3.4. Central limit theorem

$\newcommand{\argmin}{\mathop{\mathrm{argmin}}\limits}$ $\newcommand{\argmax}{\mathop{\mathrm{argmax}}\limits}$

Now that we have all the right tools, we state and prove the central limit theorem (CLT for short), starting from the simplest form for i.i.d. cases and to Lindeberg and Lyapounov conditions.


Central limit theorem for i.i.d. sequences

We need three short lemmas on complex numbers for the proof of our first CLT.
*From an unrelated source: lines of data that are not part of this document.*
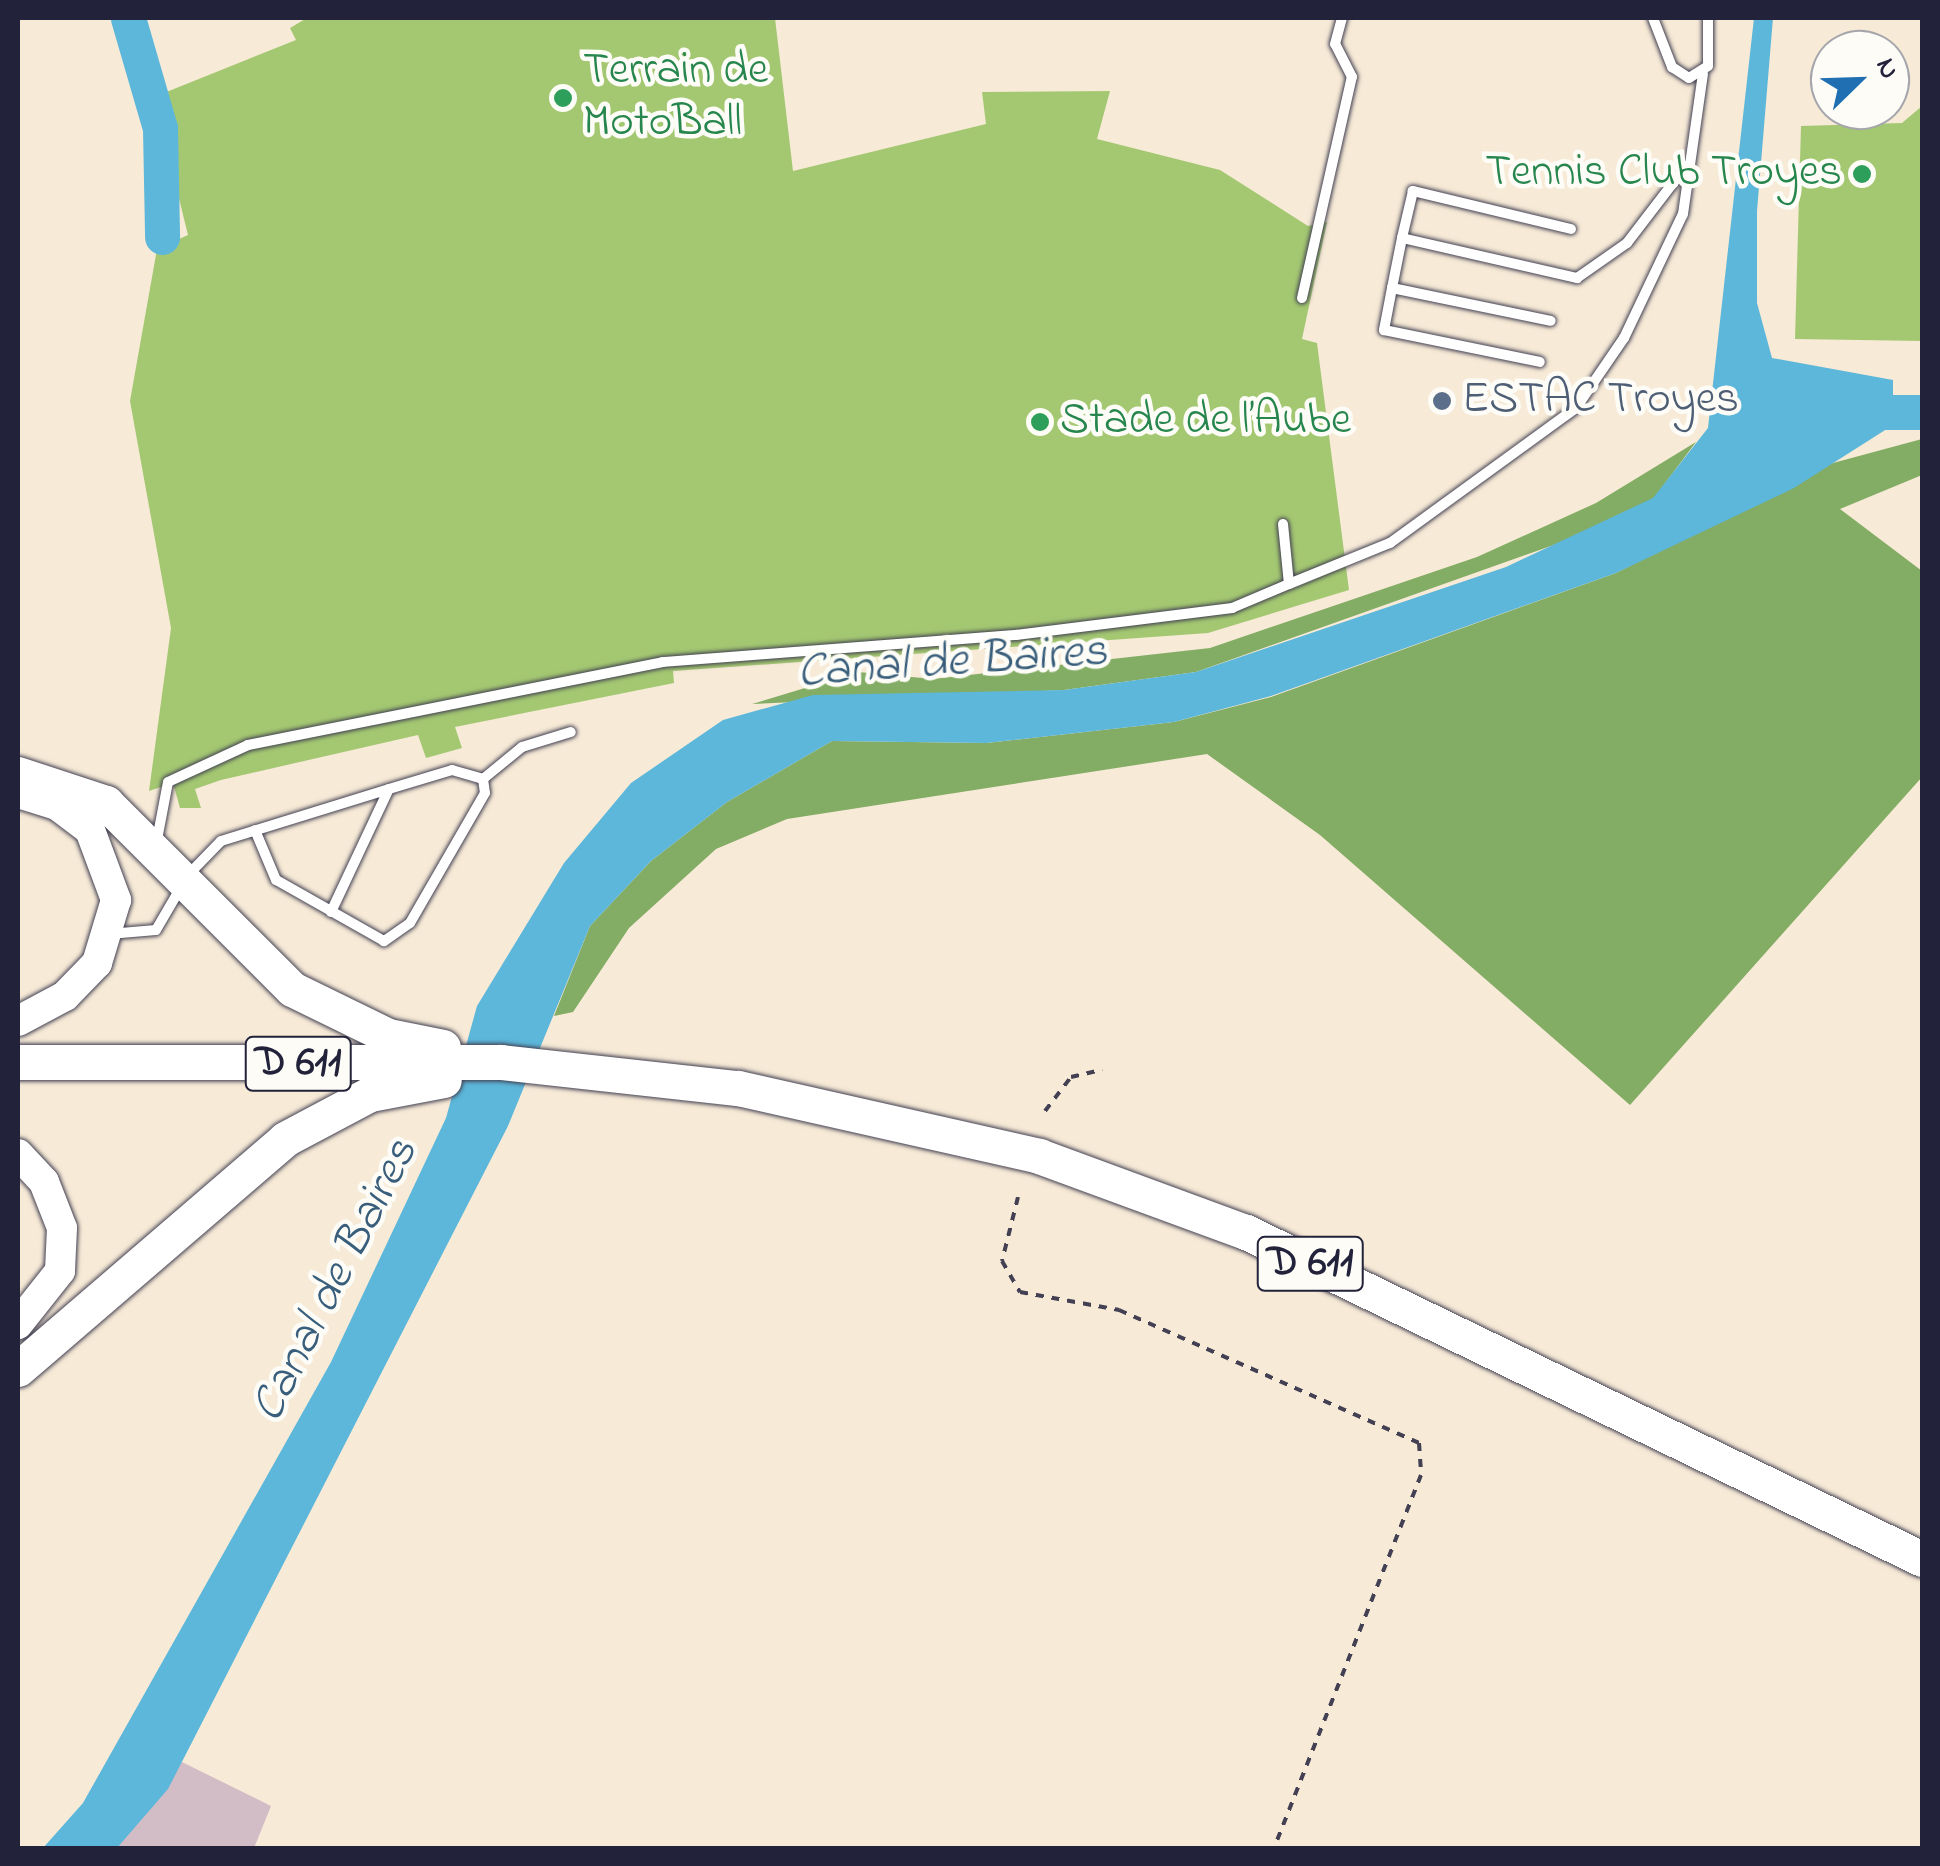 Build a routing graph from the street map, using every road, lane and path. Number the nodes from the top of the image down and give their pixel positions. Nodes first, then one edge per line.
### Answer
1 (1342, 18) edge
2 (1653, 18) edge
3 (1708, 18) edge
4 (1703, 73) junction
5 (1686, 166) junction
6 (1572, 229) dead end
7 (1402, 238) junction
8 (1392, 288) junction
9 (1302, 298) dead end
10 (1551, 322) dead end
11 (1540, 362) dead end
12 (1282, 524) dead end
13 (1289, 584) junction
14 (571, 732) dead end
15 (18, 774) edge
16 (483, 780) junction
17 (389, 789) junction
18 (18, 792) edge
19 (254, 830) junction
20 (154, 850) junction
21 (184, 882) junction
22 (332, 912) junction
23 (109, 934) junction
24 (18, 1021) edge
25 (18, 1062) edge
26 (439, 1063) junction
27 (156, 1067) junction
28 (1102, 1070) dead end
29 (556, 1074) junction
30 (18, 1079) edge
31 (1045, 1111) dead end
32 (18, 1154) edge
33 (1018, 1196) dead end
34 (18, 1324) edge
35 (18, 1369) edge
36 (1922, 1559) edge
37 (1274, 1848) edge

1 - 9 lane
2 - 4 lane
3 - 4 lane
4 - 5 lane
5 - 7 lane
5 - 13 lane
6 - 7 lane
7 - 8 lane
8 - 10 lane
8 - 11 lane
12 - 13 lane
13 - 20 lane
14 - 16 lane
15 - 20 highway
16 - 17 lane
16 - 22 lane
17 - 19 lane
17 - 22 lane
18 - 23 main road
19 - 21 lane
19 - 22 lane
20 - 21 highway
21 - 23 lane
21 - 26 highway
23 - 24 main road
25 - 27 highway, D 611
26 - 27 highway, D 611
26 - 29 highway
26 - 29 highway
26 - 35 highway
27 - 30 highway, D 611
28 - 31 path
29 - 36 highway, D 611
32 - 34 main road
33 - 37 path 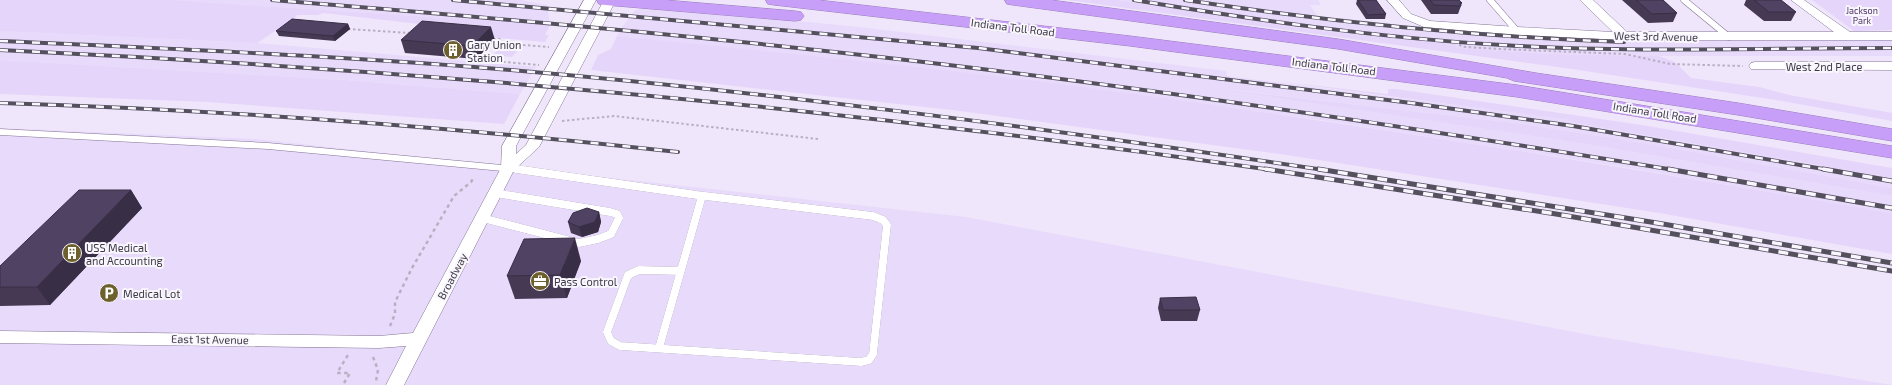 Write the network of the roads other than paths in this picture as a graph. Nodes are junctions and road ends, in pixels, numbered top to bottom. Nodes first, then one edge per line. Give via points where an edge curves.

Let $\xi_1,\cdots,\xi_n,$ $\omega_1,\cdots,\omega_n \in \mathcal{C}$, $|xi_i|,|\omega_i| \le \theta.$ Then $$\left|\prod_{i=1}^n \xi_i - \prod_{i=1}^n \omega_i\right| \le \theta^{n-1} \sum\limits_{i=1}^n |\xi_i - \omega_i|.$$

The proof is clear from induction.

For $b \in \mathbb{C}$ such that $|b| \le 1,$ $|e^b - (1+b)| \le |b|^2.$

Taylor expansion gives $$e^b-(1+b) = \frac{b^2}{2!} + \frac{b^3}{3!} + \cdots.$$ Thus $$|e^b-(1+b)| \le \frac{|b|^2}{2}(1+\frac{1}{2}+\frac{1}{2^2}+\cdots)=|b|^2.$$
For $c_n\to c\in \mathbb{ C},$ $(1+\frac{c_n}{n})^n \to e^c.$

Let $\gamma > |c|$ then $\gamma > |c_n|$ for large $n$. By the two lemmas above, $$\begin{aligned} |e^{c_n} - (1+\frac{c_n}{n})^n| &\le |(e^{\frac{c_n}{n}})^n - (1+\frac{c_n}{n})^n| \\ &\le (e^{\frac{\gamma}{n}})^{n-1} |e^\frac{c_n}{n} - (1+\frac{c_n}{n})| \\ &\le e^\frac{(n-1)\gamma}{n} n |\frac{c_n}{n}|^2 \to 0 \end{aligned}$$ as $n\to\infty.$

Now we prove the main theorem.

Let $X_1,\cdots,X_n$ be i.i.d. with $EX_1 = \mu$ and $\text{Var}(X_1)=\sigma^2 < \infty.$ $\implies \frac{S_n - n\mu}{\sigma\sqrt{n}} \overset{w}{\to} \mathcal{N}(0,1)$ as $n\to\infty.$
expand proof

Without loss of generality, let $\mu=0.$ Let $S=\frac{S_n}{\sigma\sqrt n}$ and $\varphi$ be ch.f. of $X.$ By continuity theorem, showing $\varphi_S\to e^{-\frac{t^2}{2}}$ is enough. Since $EX^2 < \infty,$ the upper bound of the error gives us the nice approximation $\varphi(t) = 1 - \frac{\sigma^2t^2}{2} + o(t^2).$ $$\varphi_S(t) = \left(\varphi\left(\frac{t}{\sigma\sqrt n}\right)\right)^n \\ = \left(1-\frac{t^2}{2n} + o\left(\frac{t^2}{\sigma^2n}\right)\right)^n \\ = \left(1 - \frac{t^2}{2n} + o\left(\frac{1}{n}\right)\right)^n.$$ This with the lemmas gives us $$\begin{aligned} &\left|\varphi_S(t) - \left(1-\frac{t^2}{2n}\right)^n\right| \\ &= \left| \left(\varphi\left(\frac{t}{\sigma\sqrt n}\right) \right)^n - \left(1-\frac{t^2}{2n}\right)^n \right| \\ &\le n \left| \varphi\left(\frac{t}{\sigma \sqrt n}\right) - \left( 1-\frac{t^2}{2n} \right) \right| \\ &= n \cdot o\left(\frac{1}{n}\right) \to 0 \end{aligned}$$ as $n\to\infty$ and the proof is done.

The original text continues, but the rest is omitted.